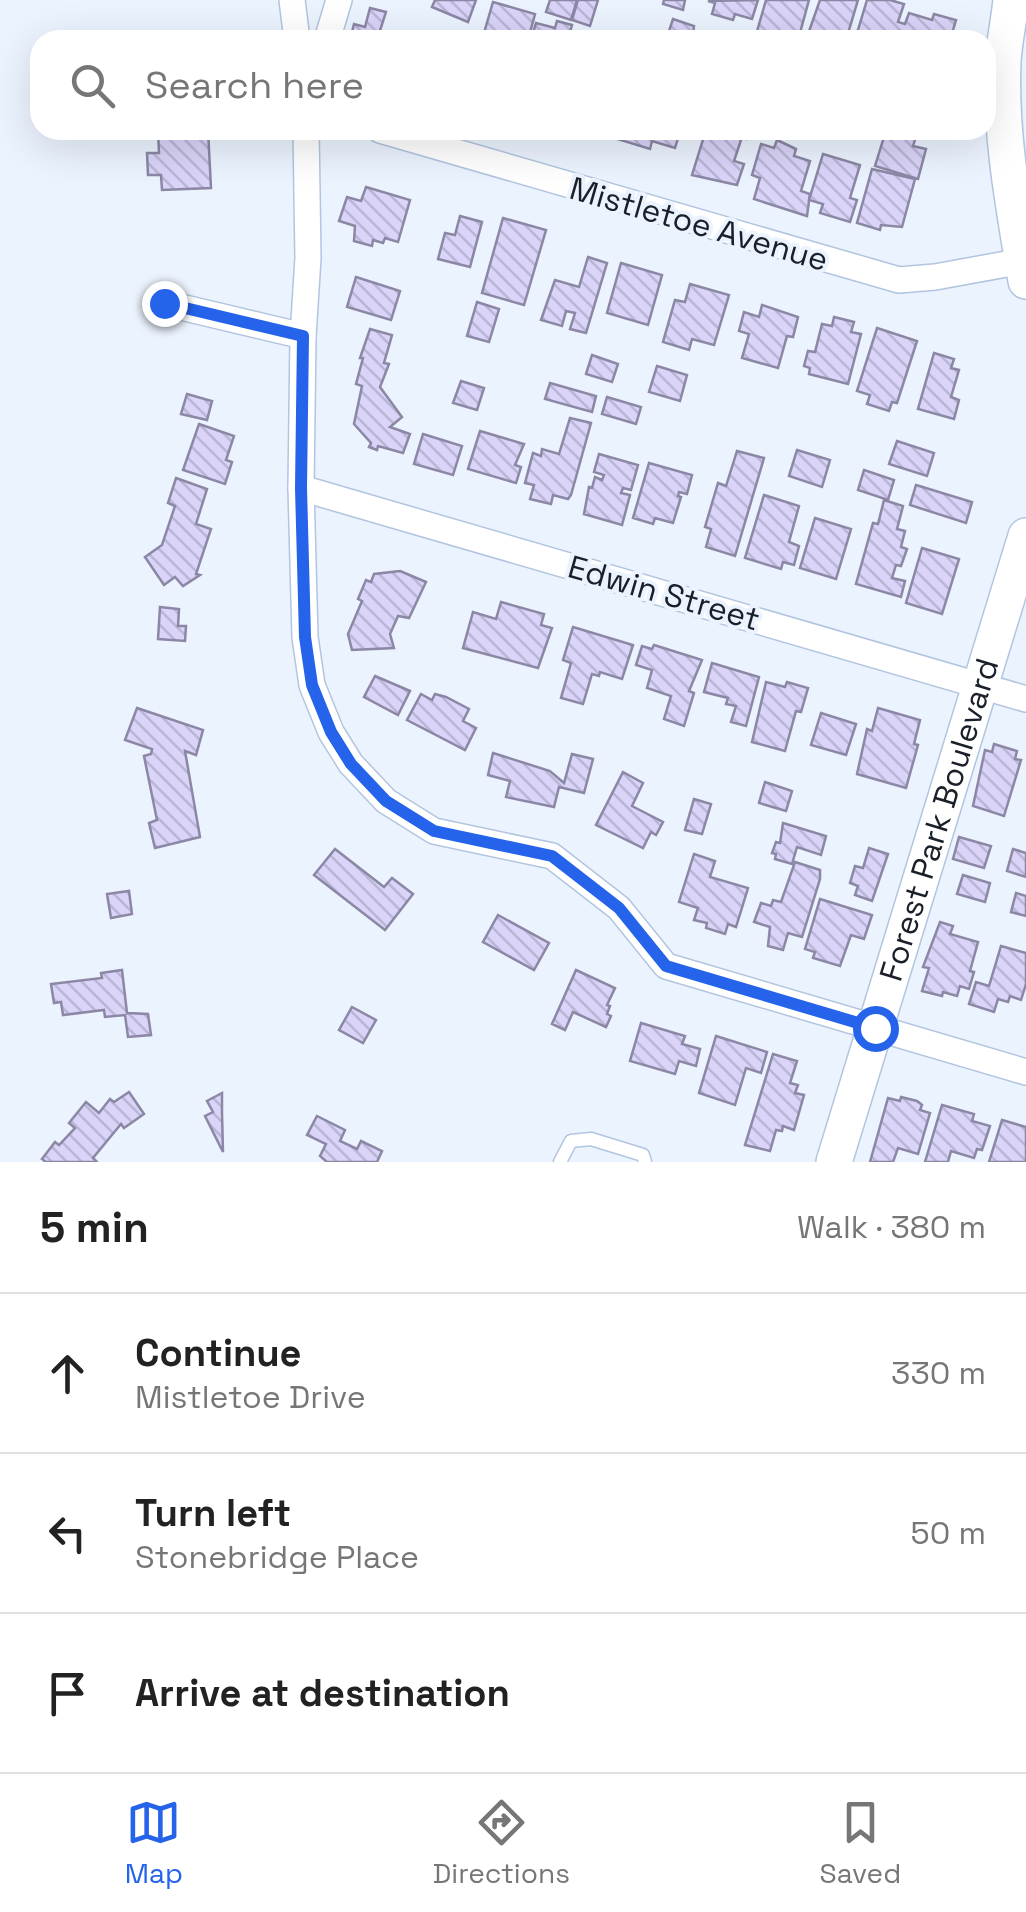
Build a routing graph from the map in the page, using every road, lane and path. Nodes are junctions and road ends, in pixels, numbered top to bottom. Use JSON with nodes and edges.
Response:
{"nodes":[{"id":1,"x":292,"y":0,"type":"edge"},
{"id":2,"x":338,"y":0,"type":"edge"},
{"id":3,"x":1011,"y":0,"type":"edge"},
{"id":4,"x":296,"y":30,"type":"edge"},
{"id":5,"x":329,"y":30,"type":"edge"},
{"id":6,"x":306,"y":140,"type":"edge"},
{"id":7,"x":415,"y":140,"type":"edge"},
{"id":8,"x":1024,"y":271,"type":"edge"},
{"id":9,"x":164,"y":303,"type":"dead end"},
{"id":10,"x":303,"y":336,"type":"junction"},
{"id":11,"x":301,"y":488,"type":"junction"},
{"id":12,"x":1026,"y":536,"type":"edge"},
{"id":13,"x":980,"y":686,"type":"junction"},
{"id":14,"x":1026,"y":699,"type":"edge"},
{"id":15,"x":875,"y":1028,"type":"junction"},
{"id":16,"x":1026,"y":1072,"type":"edge"},
{"id":17,"x":560,"y":1162,"type":"edge"},
{"id":18,"x":644,"y":1162,"type":"edge"},
{"id":19,"x":834,"y":1162,"type":"edge"}],
"edges":[{"from":1,"to":4,"type":"street"},
{"from":2,"to":5,"type":"street"},
{"from":3,"to":8,"type":"main road"},
{"from":6,"to":10,"type":"street"},
{"from":7,"to":8,"type":"street","name":"Mistletoe Avenue"},
{"from":9,"to":10,"type":"street"},
{"from":10,"to":11,"type":"street"},
{"from":11,"to":13,"type":"street","name":"Edwin Street"},
{"from":11,"to":15,"type":"street"},
{"from":12,"to":13,"type":"main road","name":"Forest Park Boulevard"},
{"from":13,"to":14,"type":"street","name":"Edwin Street"},
{"from":13,"to":15,"type":"main road","name":"Forest Park Boulevard"},
{"from":15,"to":16,"type":"street"},
{"from":15,"to":19,"type":"main road","name":"Forest Park Boulevard"},
{"from":17,"to":18,"type":"lane"}]}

##########

● DIRECTIONS
The records above, copied word for word without the pictures, are what should be output.

● THE COMPLETED TASK
Build a routing graph from the map in the page, using every road, lane and path. Nodes are junctions and road ends, in pixels, numbered top to bottom. Use JSON with nodes and edges.
Response:
{"nodes":[{"id":1,"x":292,"y":0,"type":"edge"},
{"id":2,"x":338,"y":0,"type":"edge"},
{"id":3,"x":1011,"y":0,"type":"edge"},
{"id":4,"x":296,"y":30,"type":"edge"},
{"id":5,"x":329,"y":30,"type":"edge"},
{"id":6,"x":306,"y":140,"type":"edge"},
{"id":7,"x":415,"y":140,"type":"edge"},
{"id":8,"x":1024,"y":271,"type":"edge"},
{"id":9,"x":164,"y":303,"type":"dead end"},
{"id":10,"x":303,"y":336,"type":"junction"},
{"id":11,"x":301,"y":488,"type":"junction"},
{"id":12,"x":1026,"y":536,"type":"edge"},
{"id":13,"x":980,"y":686,"type":"junction"},
{"id":14,"x":1026,"y":699,"type":"edge"},
{"id":15,"x":875,"y":1028,"type":"junction"},
{"id":16,"x":1026,"y":1072,"type":"edge"},
{"id":17,"x":560,"y":1162,"type":"edge"},
{"id":18,"x":644,"y":1162,"type":"edge"},
{"id":19,"x":834,"y":1162,"type":"edge"}],
"edges":[{"from":1,"to":4,"type":"street"},
{"from":2,"to":5,"type":"street"},
{"from":3,"to":8,"type":"main road"},
{"from":6,"to":10,"type":"street"},
{"from":7,"to":8,"type":"street","name":"Mistletoe Avenue"},
{"from":9,"to":10,"type":"street"},
{"from":10,"to":11,"type":"street"},
{"from":11,"to":13,"type":"street","name":"Edwin Street"},
{"from":11,"to":15,"type":"street"},
{"from":12,"to":13,"type":"main road","name":"Forest Park Boulevard"},
{"from":13,"to":14,"type":"street","name":"Edwin Street"},
{"from":13,"to":15,"type":"main road","name":"Forest Park Boulevard"},
{"from":15,"to":16,"type":"street"},
{"from":15,"to":19,"type":"main road","name":"Forest Park Boulevard"},
{"from":17,"to":18,"type":"lane"}]}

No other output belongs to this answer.